UOB – – Arif Works

Web Scraping

Course Outline

Download Materials

Cheatsheet (Scrapy)

Cheatsheet (Selenium)

1. Import the Selenium library

You can get Selenium from here.

from selenium import webdriver

2. Start the webdriver and the browser

Starting the webdriver and the Chrome browser.

You can get ChromeDriver from here.

chromedriver = "C:/tests/chromedriver.exe"
driver = webdriver.Chrome(executable_path = chromedriver)

Starting the webdriver and the Firefox browser.

You can get GeckoDriver from here.

geckodriver = "C:/tests/geckodriver.exe"
driver = webdriver.Firefox(executable_path = geckodriver)

Starting the webdriver and the Internet Explorer browser.

You can get IEDriverServer from here.

iedriver = "C:/tests/IEDriverServer.exe"
driver = webdriver.Firefox(executable_path = iedriver)

Starting the webdriver and the Safari browser.

Nothing to download.
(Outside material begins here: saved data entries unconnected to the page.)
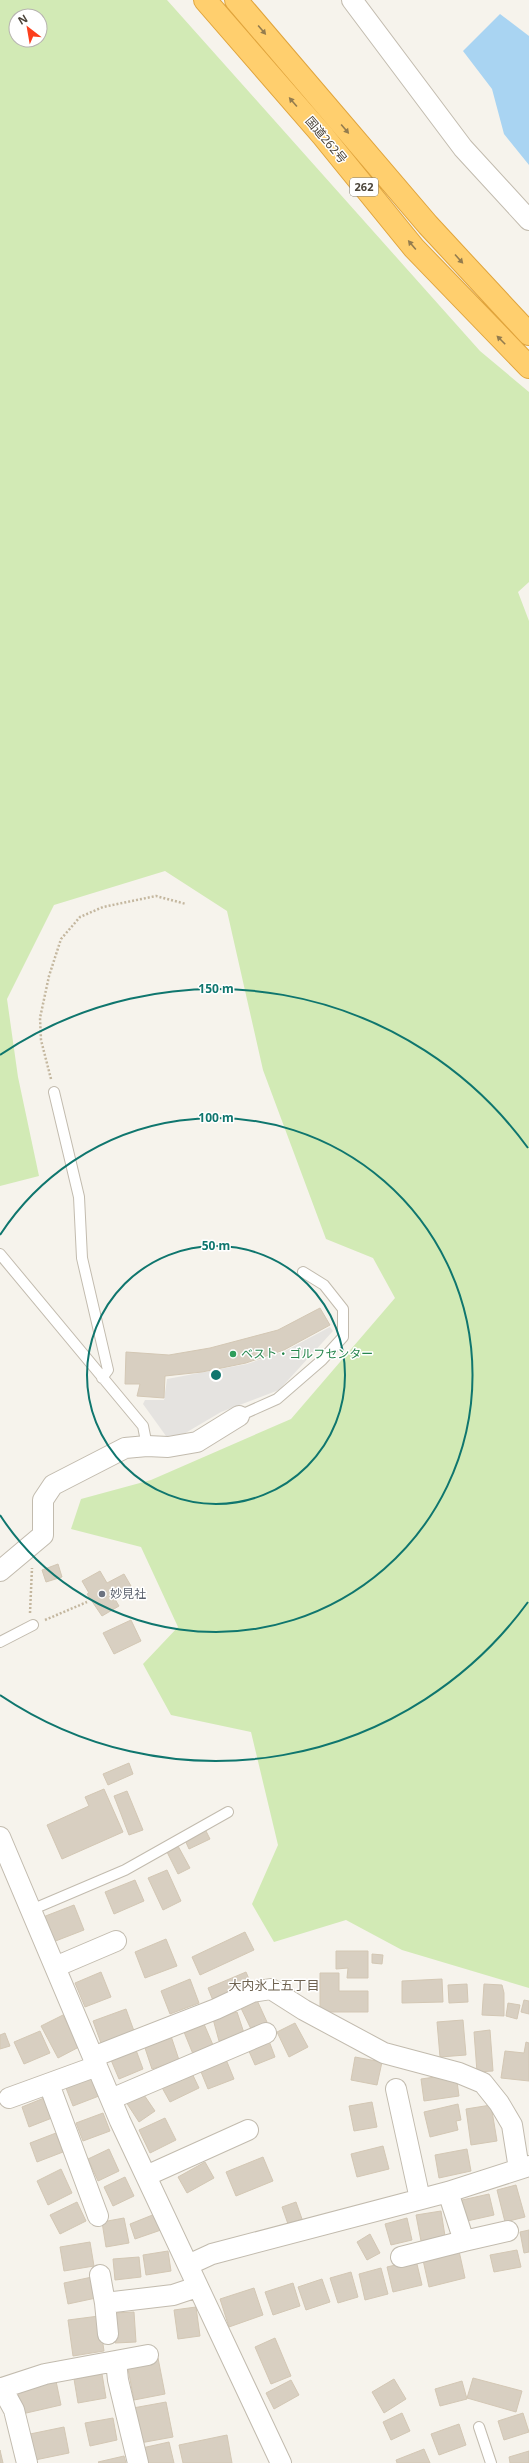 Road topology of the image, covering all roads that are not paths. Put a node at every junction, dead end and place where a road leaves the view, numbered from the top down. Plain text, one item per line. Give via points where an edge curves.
1 (206, 0) edge
2 (236, 0) edge
3 (352, 0) edge
4 (529, 220) edge
5 (529, 334) edge
6 (529, 367) edge
7 (54, 1092) road end
8 (0, 1254) edge
9 (303, 1272) dead end
10 (102, 1378) junction
11 (239, 1416) joint
12 (147, 1446) junction
13 (0, 1572) edge
14 (33, 1624) road end
15 (0, 1642) edge
16 (228, 1812) dead end
17 (0, 1837) edge
18 (31, 1910) junction
19 (116, 1941) dead end
20 (55, 1967) junction
21 (266, 2033) dead end
22 (95, 2062) junction
23 (49, 2084) junction
24 (396, 2089) dead end
25 (10, 2098) dead end
26 (111, 2099) junction
27 (248, 2130) dead end
28 (524, 2167) edge
29 (146, 2176) junction
30 (448, 2192) junction
31 (420, 2199) junction
32 (98, 2216) dead end
33 (508, 2231) dead end
34 (464, 2241) junction
35 (401, 2257) dead end
36 (188, 2265) junction
37 (100, 2275) dead end
38 (197, 2287) junction
39 (105, 2303) junction
40 (108, 2334) dead end
41 (148, 2355) dead end
42 (116, 2361) junction
43 (1, 2388) edge
44 (479, 2427) dead end
45 (27, 2463) edge
46 (138, 2463) edge
47 (281, 2463) edge
48 (491, 2463) edge

6 -> 1 highway, 国道262号 / 262 via 414,248 323,136
2 -> 5 highway, 国道262号 / 262 via 428,225
3 - 4 street via 463,148
7 - 10 lane via 79,1197 82,1258 108,1370
8 - 10 lane
9 - 11 lane via 324,1285 343,1309 343,1337 322,1360 277,1399
10 - 12 lane via 143,1426
11 - 12 street via 197,1442 168,1447
12 - 13 street via 125,1448 53,1485 43,1500 43,1536
14 - 15 lane
16 - 18 lane via 124,1870
17 - 18 street
18 - 20 street
19 - 20 street
20 - 22 street
21 - 26 street via 236,2054 186,2059
22 - 23 street
22 - 26 street
22 - 28 street via 252,1992 271,1989 304,2010 384,2053 459,2073 483,2083 512,2125
23 - 25 street
23 - 32 street
24 - 31 street
26 - 29 street
27 - 29 street
28 - 30 street
29 - 36 street
30 - 31 street
30 - 34 street
31 - 36 street via 212,2254
33 - 34 street
34 - 35 street
36 - 38 street
37 - 39 street
38 - 39 street via 173,2295
38 - 47 street
39 - 40 street
41 - 42 street
42 - 43 street via 45,2374
42 - 46 street via 118,2380
43 - 45 street via 14,2410
44 - 48 lane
The SafariDriver is integrated in Safari.

driver = webdriver.Safari()

Instead of having machines with all those browsers, I just use Endtest.

It’s a platform for Codeless Automated Testing where you can create, manage and execute tests on real browsers on Windows and macOS machines and mobile devices.

3. Open a website

the_url = "https://example.com"
driver.get(the_url)

4. Find an element

Let’s try to find this element:

<a href="/sign-up" id="register" name="register" class="cta nav-link">Sign Up</a>

Find element by ID

the_id = 'register'
element = driver.find_element_by_id(the_id)

Find element by Name

the_name = 'register'
element = driver.find_element_by_id(the_name)

Find element by Class Name

the_class_name = 'nav-link'
element = driver.find_element_by_class_name(the_class_name)

Find element by Tag Name

the_tag_name = 'a'
element = driver.find_element_by_tag_name(the_tag_name)

Find element by Link Text

Works only for anchor elements.

the_link_text = 'Sign Up'
element = driver.find_element_by_link_text(the_link_text)

Find element by Partial Link Text

Works only for anchor elements.

the_partial_link_text = 'Sign'
element = driver.find_element_by_partial_link_text(the_partial_link_text)

Find element by CSS Selector

You can extract the CSS Selector from the browser.

Or you can write your own by using an attribute from the element:

*[attribute="attribute_value"]

For our element, a custom CSS Selector would be:

a[href="/sign-up"]

the_css_selector = 'a[href="/sign-up"]'
element = driver.find_element_by_css_selector(the_css_selector)

Find element by XPath

You can extract the XPath from the browser.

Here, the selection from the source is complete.